FIX: normalizer l_inf should take maximum of absolute values #16633

maurapintor · 2020-03-04T13:10:40Z

Reference Issues/PRs

What does this implement/fix? Explain your changes.

Takes the max of the absolute values as a norm before normalizing the vectors.
See here the norm definition.

…ore normalizing

rth

Thanks!

Please add a non regression test (e.g. adapting the example you provided in the issue) to sklearn/preprocessing/tests/test_preprocessing.py.

Also please add an entry to the change log at doc/whats_new/v0.23.rst. Like the other entries there, please reference this pull request with :pr: and credit yourself (and other contributors if applicable) with :user:.

… more cases are covered

This reverts commit c762532

This reverts commit f2fa526

maurapintor · 2020-03-04T15:32:53Z

@rth I fixed what you suggested. To be honest, it is my first contribution, so let me know if I did something wrong! Any feedback is more than welcome 😉

sklearn/preprocessing/tests/test_data.py

This reverts commit f15518f

rth

One remaining comment otherwise LGTM. Thanks @Maupin1991 !

sklearn/preprocessing/tests/test_data.py

jnothman

should it be max(abs(X)) or abs(max(X))?

rth · 2020-03-05T10:27:52Z

should it be max(abs(X)) or abs(max(X))?

abs(max(X)) as is now makes fewer copies and element operations, I think, and is faster,

In [1]: import numpy as np                                                                                                             

In [2]: X = np.random.RandomState(0).rand(1000, 100)                                                                                   
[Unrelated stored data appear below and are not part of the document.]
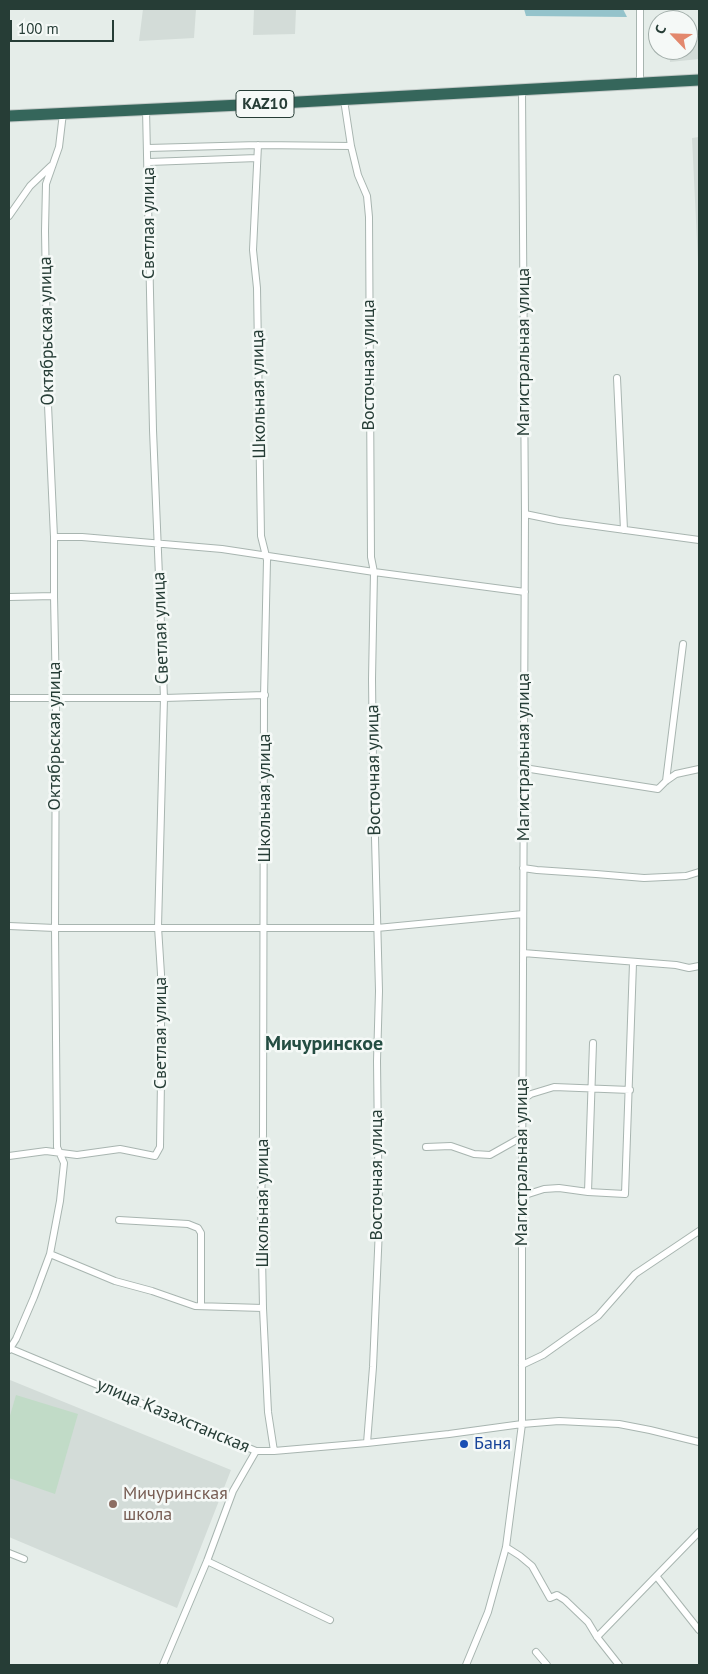 <!DOCTYPE html>
<html>
<head>
<meta charset="utf-8">
<style>
	body { margin:0 }
	#map { position:relative; width:708px; height:1674px; overflow:hidden; background:#e5ede9; font-family:"PT Sans",sans-serif }
	canvas { display:block }
	.frame { position:absolute; inset:0; border:10px solid #263d36; pointer-events:none }
	.north { position:absolute; left:648px; top:10px; width:50px; height:50px; box-sizing:border-box; background:#f5f9f7; border:1px solid #a2aeaa; border-radius:50%; rotate:294deg; font-size:14px; font-weight:700; line-height:20px; text-align:center; color:#263d36 }
	.north::after { content:''; display:block; margin:auto; width:18px; height:22px; background:#e3886d; clip-path:polygon(50% 0,100% 100%,50% 72%,0 100%) }
	.scale { position:absolute; left:10px; top:20px; width:104px; height:22px; box-sizing:border-box; border:2px solid #263d36; border-top:0; padding-left:6px; font-size:15px; line-height:18px; white-space:nowrap; color:#263d36; -webkit-text-stroke:4px #f5f9f7; paint-order:stroke }
</style>
</head>
<body>
<div id="map">
<canvas width="708" height="1674"></canvas>
<div class="frame"></div>
<div class="north">С</div>
<div class="scale">100 m</div>
</div>
<script>
const ctx = document.querySelector('canvas').getContext('2d');
ctx.lineJoin = 'round';
function paint(path, color) { ctx.fillStyle = color; ctx.fill(path, 'evenodd'); }
const toPath = rows => new Path2D(rows.map(r => 'M' + r).join(''));
function trace(path, color, width, dash) { ctx.strokeStyle = color; ctx.lineWidth = width; ctx.lineCap = dash ? 'butt' : 'round'; ctx.setLineDash(dash || []); ctx.stroke(path); }
function drawText(font, color, halo, rows, align = 'center') {
  ctx.font = font + ' "PT Sans",sans-serif'; ctx.lineWidth = 5; ctx.setLineDash([]); ctx.textBaseline = 'middle'; ctx.strokeStyle = halo; ctx.fillStyle = color; for (const [text, x, y, turn = 0] of rows) {
    ctx.save(); ctx.translate(x, y); ctx.rotate((+turn || 0) * Math.PI / 180); ctx.textAlign = isNaN(turn) ? turn : align; if (halo) ctx.strokeText(text, 0, 0); ctx.fillText(text, 0, 0); ctx.restore();
  }
}
const built = toPath([
	[143,9,196,9,194,38,139,41],
	[254,9,296,9,295,34,253,35],
	[699,30,699,59,670,62,669,50,688,50,688,33],
	[699,137,699,282,692,138],
	[10,1380,231,1470,177,1608,9,1537,9,1383]
]);
const green = toPath([
	[16,1395,78,1414,55,1494,9,1478,9,1419]
]);
const water = toPath([
	[524,9,623,9,627,17,526,16]
]);
const street = toPath([
	[640,9,640,84],
	[344,100,351,146,358,175,367,196,369,217,371,557,374,572,372,679,373,762,379,991,377,1061,379,1228,373,1367,367,1443],
	[258,145,253,250,257,288,261,536,267,560,264,697,263,1134,261,1203,263,1308,268,1412,274,1451],
	[148,148,258,145,351,146],
	[149,162,257,158],
	[9,216,30,186,51,166],
	[617,378,624,530],
	[525,514,559,521,699,540],
	[54,537,82,537,222,549,374,572,525,592],
	[9,597,54,596],
	[9,698,164,698,265,695],
	[524,768,658,789,666,781,676,774,699,769],
	[666,781,683,644],
	[523,868,537,870,596,874,644,878,686,876,699,872],
	[9,926,55,928,377,928,523,914],
	[523,953,676,965,689,968,699,966],
	[522,1100,531,1094,554,1087,630,1090],
	[426,1147,451,1146,474,1154,490,1155,522,1137],
	[9,1156,46,1151,77,1155,120,1149,155,1156,160,1147,161,1080,161,974,158,927,164,698,153,430,146,109],
	[588,1192,593,1043],
	[522,1196,544,1189,559,1188,588,1192,625,1194,633,963],
	[119,1220,188,1224,198,1228,201,1233,201,1306],
	[50,1254,115,1281,152,1291,195,1306,263,1308],
	[9,1348,256,1451,274,1451,367,1443,449,1434,522,1424,559,1421,619,1424,650,1430,699,1442],
	[9,1350,16,1339,34,1297,50,1254,60,1201,64,1163,57,1147,55,928,56,697,54,596,54,537,48,405,45,231,46,184,59,147,63,113],
	[522,1365,543,1355,598,1316,635,1274,699,1231],
	[506,1547,520,1556,532,1566,550,1598,557,1595,565,1600,588,1622,597,1637,619,1665],
	[9,1553,24,1559],
	[207,1561,330,1620],
	[657,1577,699,1630],
	[597,1637,699,1532],
	[536,1652,547,1665],
	[163,1665,207,1561,233,1491,256,1451],
	[466,1665,488,1612,506,1547,522,1424,522,1196,525,514,522,91]
]);
const highway = toPath([
	[9,116,262,104,699,80]
]);
const markers = [
	[464,1444,5,"#1a4fb4"],
	[113,1504,5,"#8d6e63"]
];
const shields = [
	[265,104,58]
];
const shieldNames = [
	["KAZ10",265,104]
];
const streetNames = [
	["Светлая улица",149,223,-90],
	["Октябрьская улица",47,331,-91],
	["Магистральная улица",524,352,-90],
	["Восточная улица",369,365,-90],
	["Школьная улица",259,394,-91],
	["Светлая улица",161,628,-92],
	["Октябрьская улица",55,736,-90],
	["Магистральная улица",524,757,-90],
	["Восточная улица",374,770,-91],
	["Школьная улица",265,798,-90],
	["Светлая улица",161,1033,-90],
	["Магистральная улица",522,1162,-90],
	["Восточная улица",377,1175,-90],
	["Школьная улица",263,1203,-90],
	["улица Казахстанская",173,1416,23]
];
const transitNames = [
	["Баня",474,1444]
];
const educationNames = [
	["Мичуринская",123,1494],
	["школа",123,1515]
];
const quarterNames = [
	["Мичуринское",324,1044]
];
paint(built, '#d3dcd8');
paint(green, '#c1dbc7');
paint(water, '#94c3cb');
trace(street, '#a8b5b0', 8);
trace(highway, '#c2c9c7', 13);
trace(street, '#fff', 6);
trace(highway, '#35665b', 11);
for (const [x, y, r, color] of markers) { const dot = new Path2D(); dot.arc(x, y, r, 0, 2 * Math.PI); ctx.fillStyle = color; ctx.fill(dot); trace(dot, '#f5f9f7', 2); }
for (const [x, y, w] of shields) { const box = new Path2D(); box.roundRect(x - w / 2, y - 13.5, w, 27, 4); ctx.fillStyle = '#f5f9f7'; ctx.fill(box); trace(box, '#263d36', 1); }
drawText('bold 16px', '#263d36', null, shieldNames);
drawText('18px', '#263d36', '#f5f9f7', streetNames);
drawText('18px', '#164399', '#f5f9f7', transitNames, 'left');
drawText('18px', '#785e54', '#f5f9f7', educationNames, 'left');
drawText('bold 20px', '#244d42', '#f5f9f7', quarterNames);
</script>
</body>
</html>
In [3]: %timeit np.abs(np.max(X, axis=1))                                                                                              
117 µs ± 3.9 µs per loop (mean ± std. dev. of 7 runs, 10000 loops each)

In [4]: %timeit np.max(np.abs(X), axis=1)                                                                                              
165 µs ± 2.92 µs per loop (mean ± std. dev. of 7 runs, 10000 loops each)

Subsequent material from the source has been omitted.